Which of the lines below hold the word "junction"? Pull each of them out.

—————

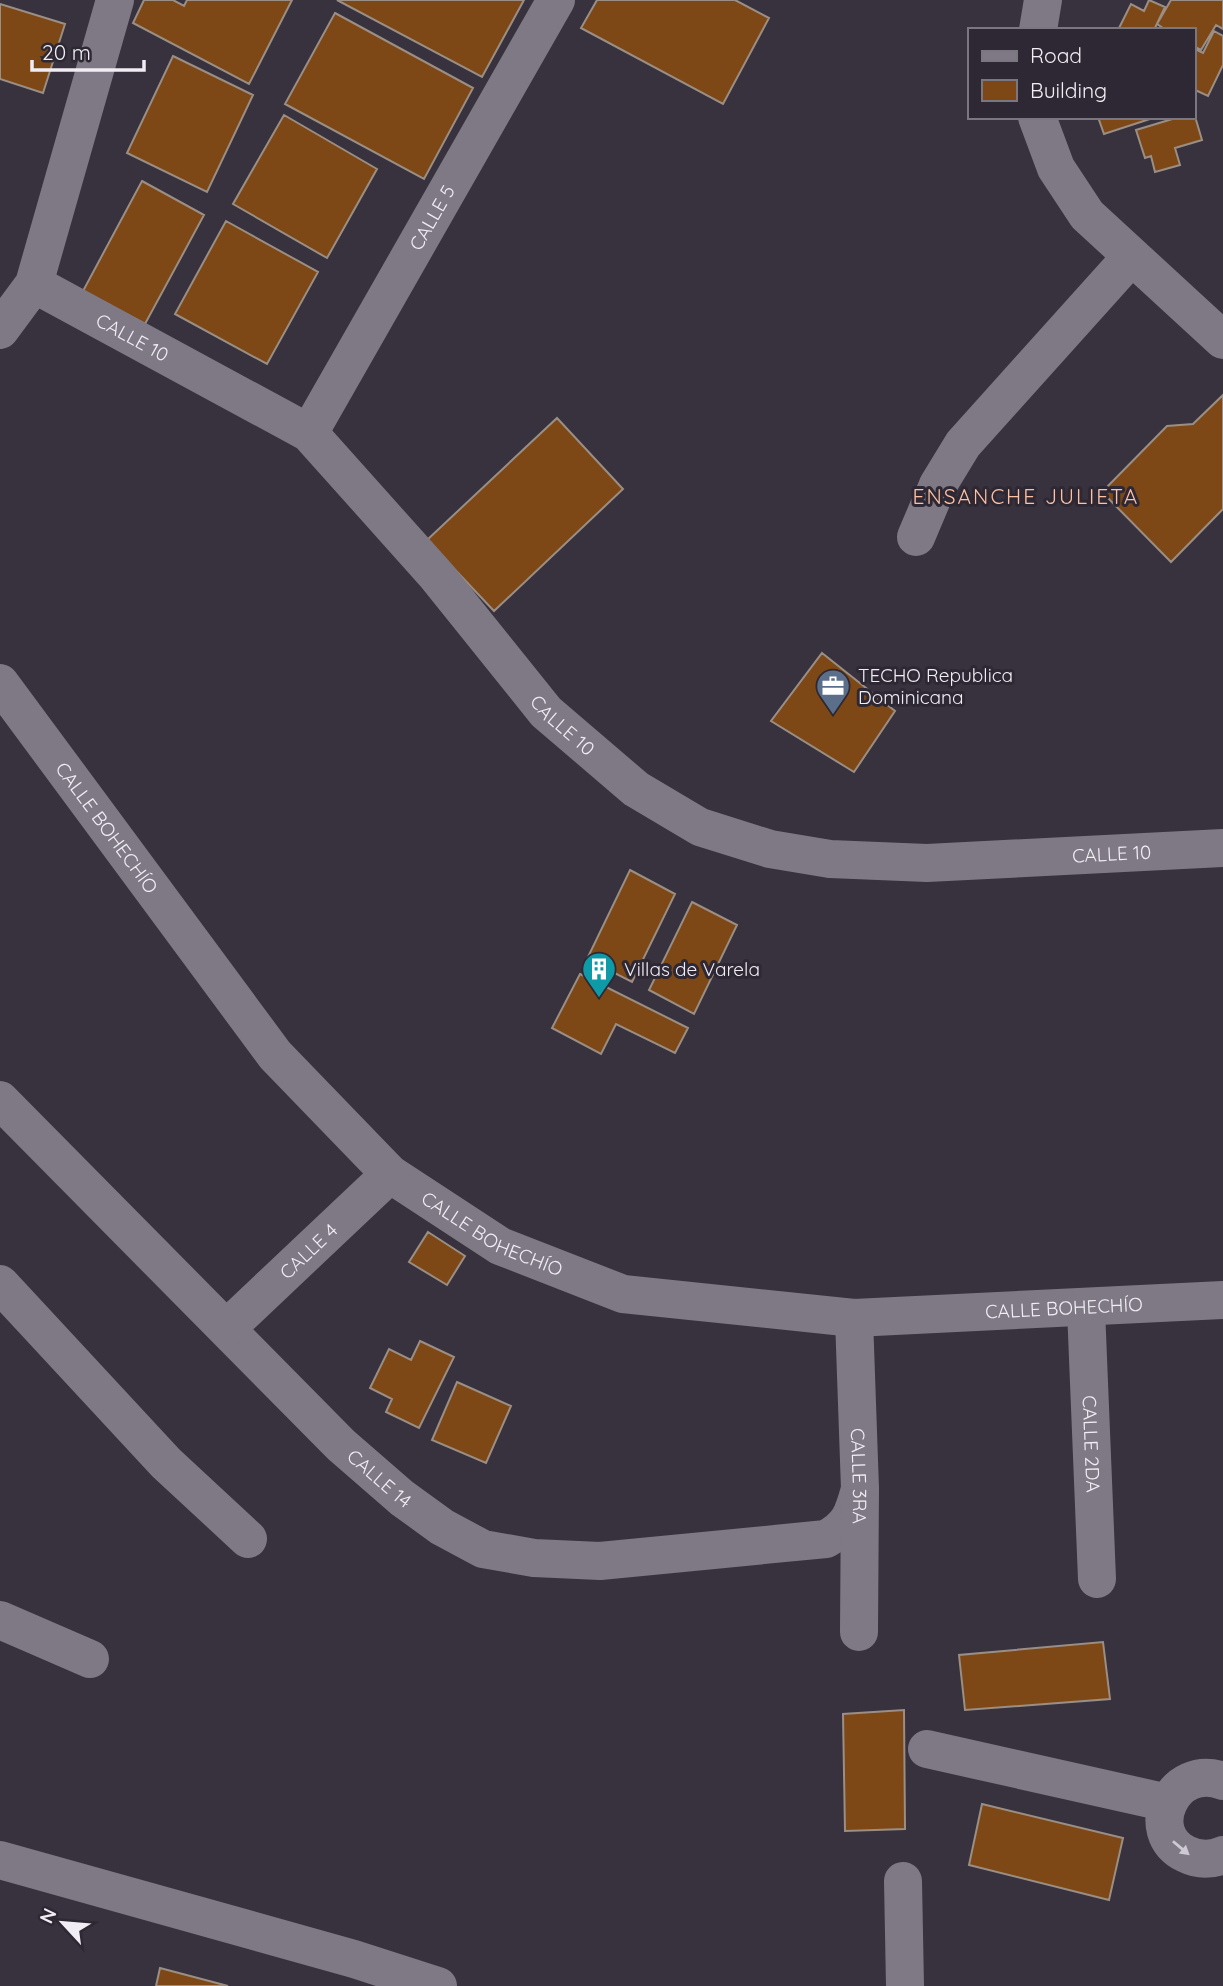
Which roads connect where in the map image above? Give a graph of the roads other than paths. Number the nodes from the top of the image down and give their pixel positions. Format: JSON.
{"nodes":[{"id":1,"x":115,"y":0,"type":"edge"},
{"id":2,"x":556,"y":0,"type":"edge"},
{"id":3,"x":1043,"y":0,"type":"edge"},
{"id":4,"x":1038,"y":28,"type":"edge"},
{"id":5,"x":1038,"y":119,"type":"edge"},
{"id":6,"x":1131,"y":257,"type":"junction"},
{"id":7,"x":34,"y":284,"type":"junction"},
{"id":8,"x":0,"y":330,"type":"edge"},
{"id":9,"x":1223,"y":340,"type":"edge"},
{"id":10,"x":309,"y":433,"type":"junction"},
{"id":11,"x":916,"y":537,"type":"dead end"},
{"id":12,"x":0,"y":683,"type":"edge"},
{"id":13,"x":1223,"y":848,"type":"edge"},
{"id":14,"x":0,"y":1100,"type":"edge"},
{"id":15,"x":390,"y":1174,"type":"junction"},
{"id":16,"x":0,"y":1284,"type":"edge"},
{"id":17,"x":1223,"y":1300,"type":"edge"},
{"id":18,"x":1086,"y":1309,"type":"junction"},
{"id":19,"x":855,"y":1318,"type":"junction"},
{"id":20,"x":227,"y":1328,"type":"junction"},
{"id":21,"x":860,"y":1489,"type":"junction"},
{"id":22,"x":248,"y":1539,"type":"dead end"},
{"id":23,"x":1097,"y":1579,"type":"dead end"},
{"id":24,"x":0,"y":1620,"type":"edge"},
{"id":25,"x":859,"y":1632,"type":"dead end"},
{"id":26,"x":90,"y":1659,"type":"dead end"},
{"id":27,"x":927,"y":1749,"type":"dead end"},
{"id":28,"x":1223,"y":1781,"type":"edge"},
{"id":29,"x":1168,"y":1803,"type":"junction"},
{"id":30,"x":1223,"y":1855,"type":"edge"},
{"id":31,"x":0,"y":1860,"type":"edge"},
{"id":32,"x":903,"y":1881,"type":"dead end"},
{"id":33,"x":438,"y":1986,"type":"edge"},
{"id":34,"x":905,"y":1986,"type":"edge"}],
"edges":[{"from":1,"to":7,"type":"street"},
{"from":2,"to":10,"type":"street","name":"CALLE 5"},
{"from":3,"to":4,"type":"street"},
{"from":5,"to":6,"type":"street"},
{"from":6,"to":9,"type":"street"},
{"from":6,"to":11,"type":"street"},
{"from":7,"to":8,"type":"street"},
{"from":7,"to":10,"type":"street","name":"CALLE 10"},
{"from":10,"to":13,"type":"street","name":"CALLE 10"},
{"from":12,"to":15,"type":"street","name":"CALLE BOHECHÍO"},
{"from":14,"to":20,"type":"street","name":"CALLE 14"},
{"from":15,"to":19,"type":"street","name":"CALLE BOHECHÍO"},
{"from":15,"to":20,"type":"street","name":"CALLE 4"},
{"from":16,"to":22,"type":"street"},
{"from":17,"to":18,"type":"street","name":"CALLE BOHECHÍO"},
{"from":18,"to":19,"type":"street","name":"CALLE BOHECHÍO"},
{"from":18,"to":23,"type":"street","name":"CALLE 2DA"},
{"from":19,"to":21,"type":"street","name":"CALLE 3RA"},
{"from":20,"to":21,"type":"street","name":"CALLE 14"},
{"from":21,"to":25,"type":"street","name":"CALLE 3RA"},
{"from":24,"to":26,"type":"street"},
{"from":27,"to":29,"type":"street"},
{"from":28,"to":29,"type":"street"},
{"from":29,"to":30,"type":"street","one_way":true},
{"from":31,"to":33,"type":"street"},
{"from":32,"to":34,"type":"street"}]}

—————

EXERCISE RESPONSE
{"id":6,"x":1131,"y":257,"type":"junction"},
{"id":7,"x":34,"y":284,"type":"junction"},
{"id":10,"x":309,"y":433,"type":"junction"},
{"id":15,"x":390,"y":1174,"type":"junction"},
{"id":18,"x":1086,"y":1309,"type":"junction"},
{"id":19,"x":855,"y":1318,"type":"junction"},
{"id":20,"x":227,"y":1328,"type":"junction"},
{"id":21,"x":860,"y":1489,"type":"junction"},
{"id":29,"x":1168,"y":1803,"type":"junction"},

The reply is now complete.